## What to produce
Listed below are entries; give the number of lines among them that include "hand", and only that number.

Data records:

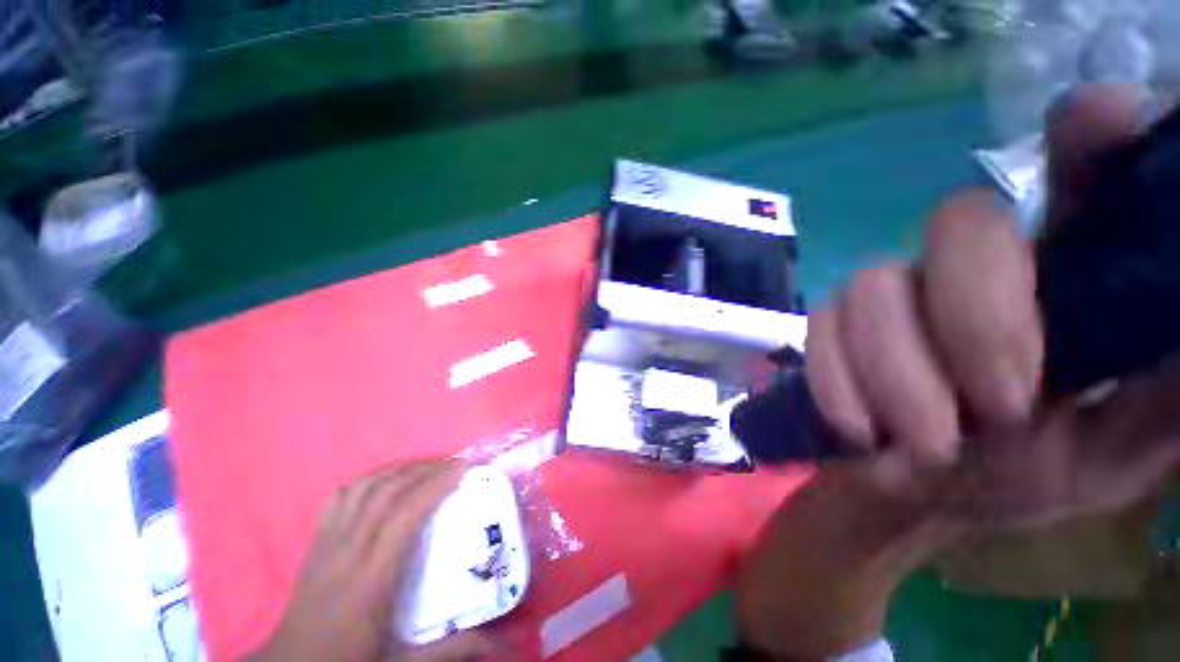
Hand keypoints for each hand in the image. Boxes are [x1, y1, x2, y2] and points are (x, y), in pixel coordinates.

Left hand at [247, 460, 500, 661]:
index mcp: (371, 580)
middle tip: (453, 463)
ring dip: (398, 469)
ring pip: (363, 488)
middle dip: (423, 469)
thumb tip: (498, 643)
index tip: (462, 469)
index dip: (435, 485)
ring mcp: (327, 544)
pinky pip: (340, 498)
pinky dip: (368, 480)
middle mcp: (348, 553)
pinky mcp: (315, 543)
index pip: (405, 516)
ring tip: (425, 466)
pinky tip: (385, 480)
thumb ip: (449, 650)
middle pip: (385, 493)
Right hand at [807, 83, 1179, 531]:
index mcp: (1069, 273)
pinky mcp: (833, 321)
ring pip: (873, 284)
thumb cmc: (1034, 474)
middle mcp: (976, 261)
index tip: (1095, 129)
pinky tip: (863, 428)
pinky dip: (839, 381)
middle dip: (976, 319)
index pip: (1082, 161)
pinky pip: (822, 327)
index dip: (1090, 129)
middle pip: (960, 223)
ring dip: (898, 374)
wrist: (921, 490)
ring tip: (927, 443)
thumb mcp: (1124, 448)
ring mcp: (893, 289)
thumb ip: (1165, 385)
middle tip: (1000, 410)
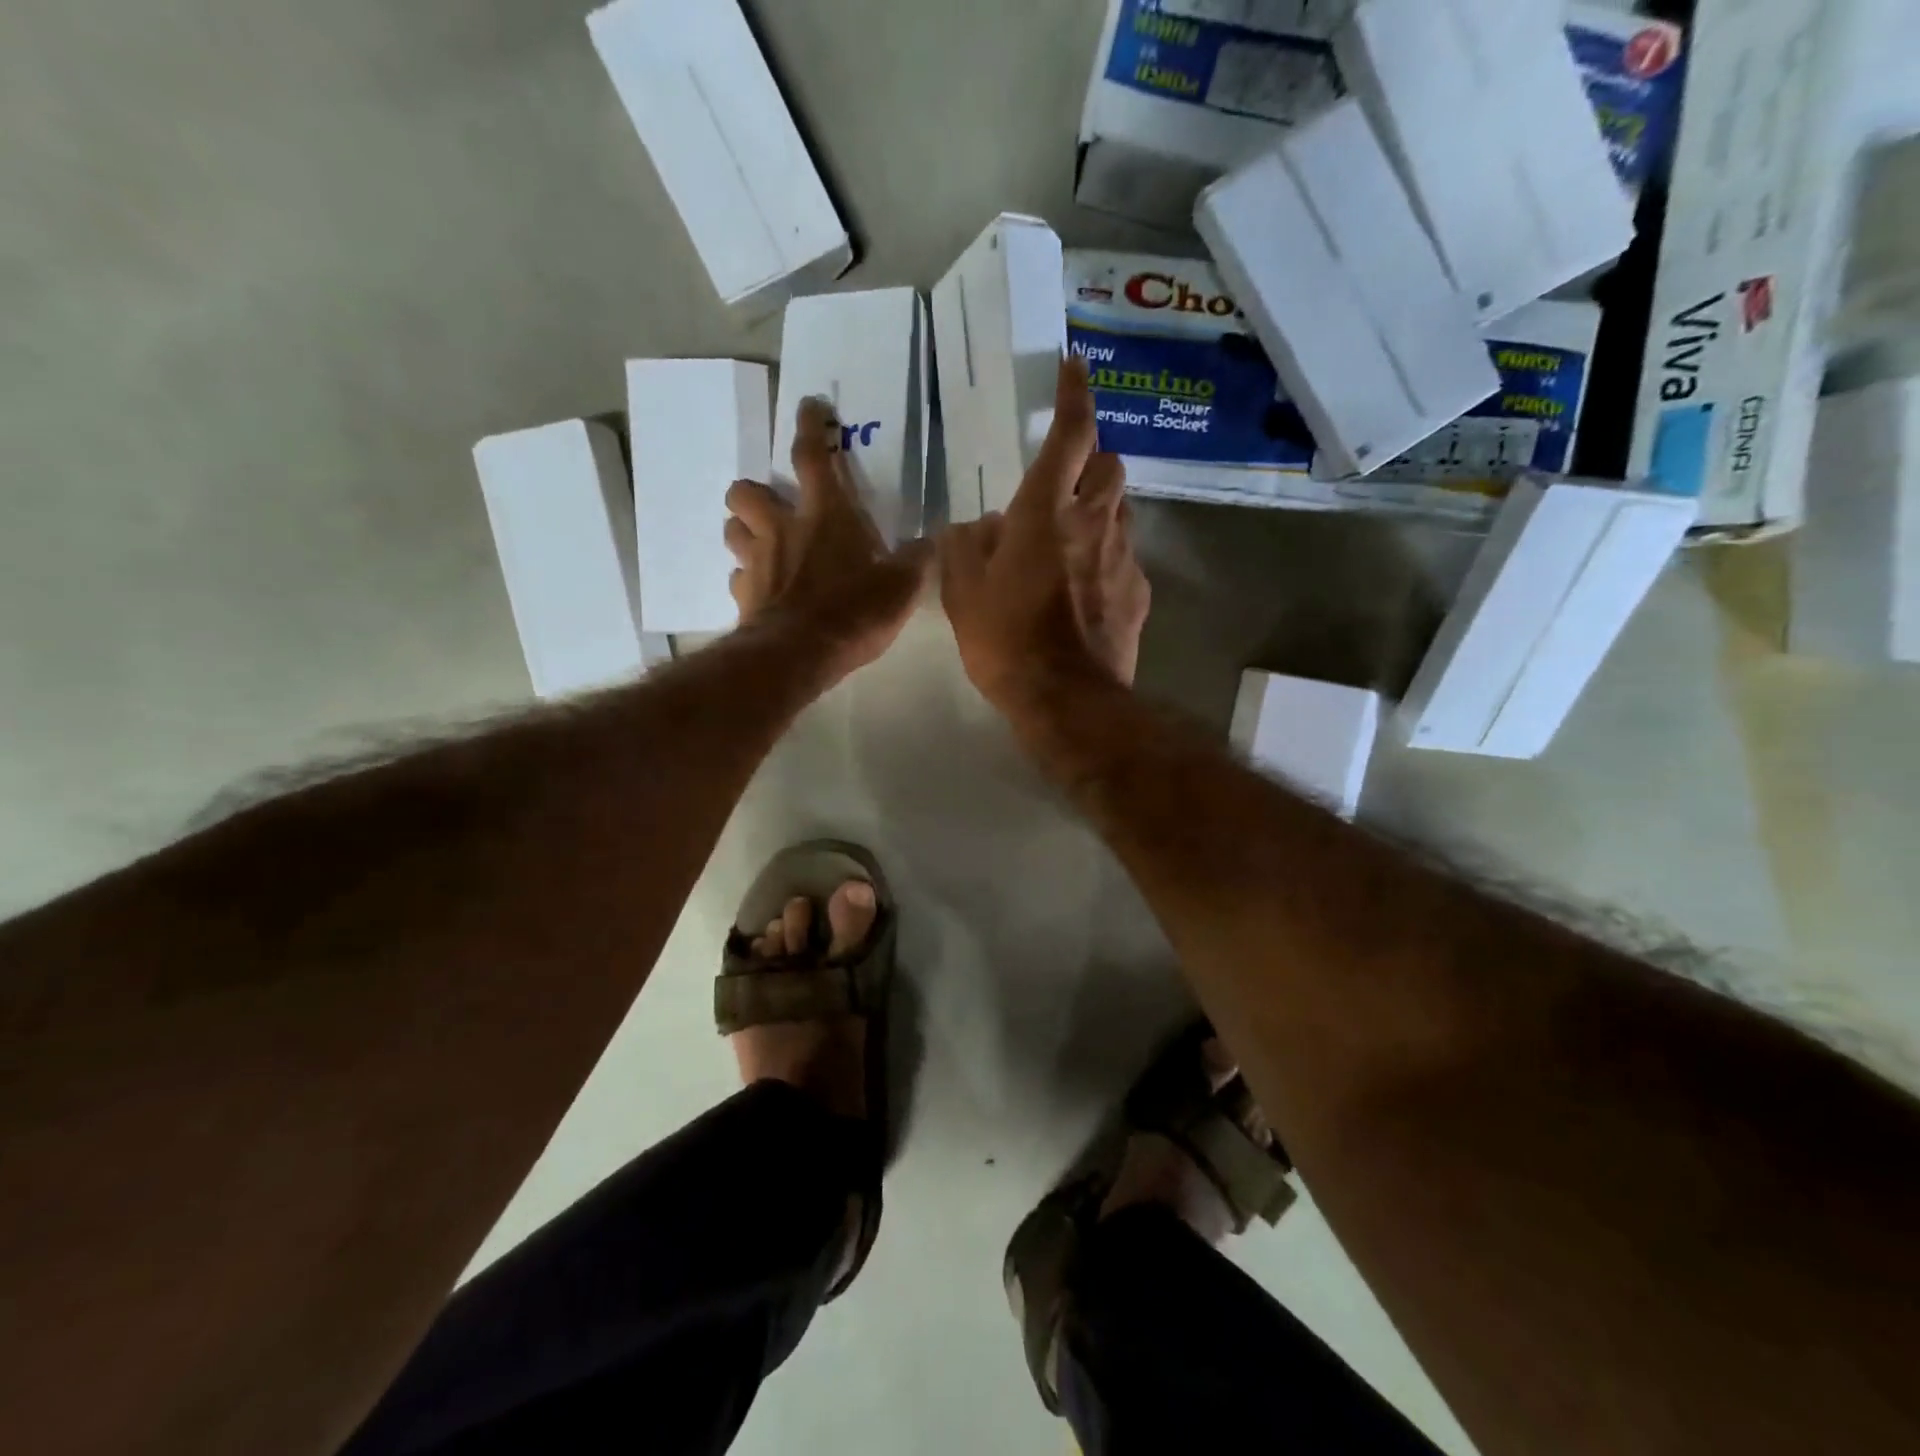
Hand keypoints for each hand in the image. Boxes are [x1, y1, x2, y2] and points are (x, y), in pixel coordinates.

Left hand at [725, 397, 931, 679]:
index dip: (809, 426)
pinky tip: (764, 591)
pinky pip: (737, 578)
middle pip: (747, 491)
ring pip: (733, 530)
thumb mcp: (901, 587)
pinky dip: (749, 580)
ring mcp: (756, 562)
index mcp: (825, 515)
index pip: (812, 456)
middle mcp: (782, 528)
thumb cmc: (854, 611)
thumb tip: (930, 543)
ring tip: (764, 545)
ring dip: (745, 531)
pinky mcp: (743, 597)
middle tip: (774, 507)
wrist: (800, 655)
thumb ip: (915, 560)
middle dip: (754, 491)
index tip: (808, 405)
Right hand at [939, 354, 1150, 716]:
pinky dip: (1107, 557)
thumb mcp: (962, 591)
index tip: (1075, 366)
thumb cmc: (1005, 639)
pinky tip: (1086, 589)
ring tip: (1071, 539)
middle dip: (1090, 459)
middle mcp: (1093, 521)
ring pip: (1122, 509)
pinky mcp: (1139, 592)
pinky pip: (1126, 556)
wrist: (1066, 699)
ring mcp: (1124, 557)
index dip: (1074, 394)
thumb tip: (978, 527)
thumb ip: (965, 546)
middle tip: (1063, 482)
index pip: (1070, 432)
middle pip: (1109, 463)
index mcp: (1045, 511)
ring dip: (1100, 508)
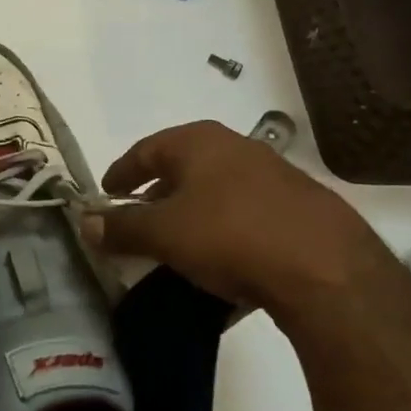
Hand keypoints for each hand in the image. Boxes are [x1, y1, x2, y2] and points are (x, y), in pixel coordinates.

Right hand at [86, 120, 405, 324]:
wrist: (326, 268)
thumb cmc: (230, 234)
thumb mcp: (165, 233)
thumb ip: (122, 227)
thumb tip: (85, 222)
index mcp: (198, 142)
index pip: (146, 150)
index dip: (121, 172)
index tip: (106, 194)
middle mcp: (236, 148)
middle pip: (182, 169)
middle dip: (156, 197)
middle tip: (137, 223)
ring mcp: (273, 177)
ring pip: (216, 194)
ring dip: (192, 217)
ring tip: (176, 249)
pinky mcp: (299, 210)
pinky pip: (246, 219)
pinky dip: (224, 236)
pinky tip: (221, 268)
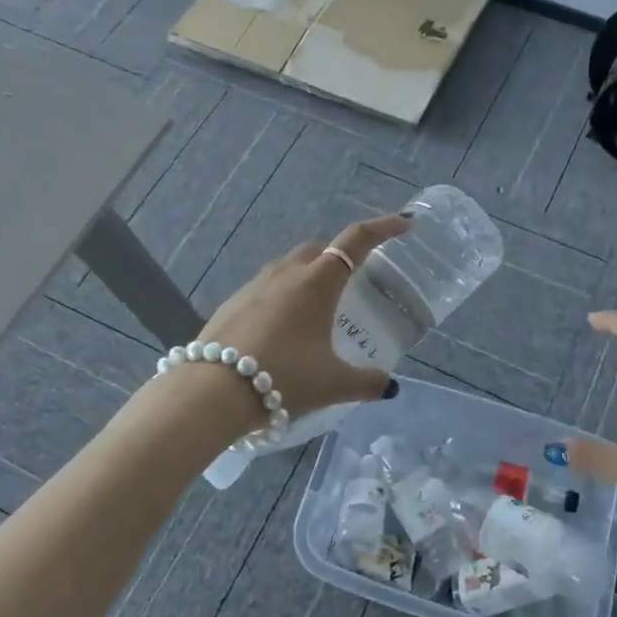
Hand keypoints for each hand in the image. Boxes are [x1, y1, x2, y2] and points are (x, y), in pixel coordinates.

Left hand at [191, 213, 411, 417]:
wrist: (212, 392)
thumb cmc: (284, 378)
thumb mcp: (333, 384)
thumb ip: (367, 382)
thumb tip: (389, 386)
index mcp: (317, 283)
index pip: (357, 241)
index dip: (383, 228)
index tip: (404, 224)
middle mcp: (285, 274)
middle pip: (319, 250)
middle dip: (339, 257)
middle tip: (353, 284)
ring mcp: (253, 286)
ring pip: (288, 268)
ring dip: (306, 278)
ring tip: (316, 312)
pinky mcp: (230, 304)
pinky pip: (264, 289)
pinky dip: (280, 299)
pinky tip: (281, 332)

## Final answer
10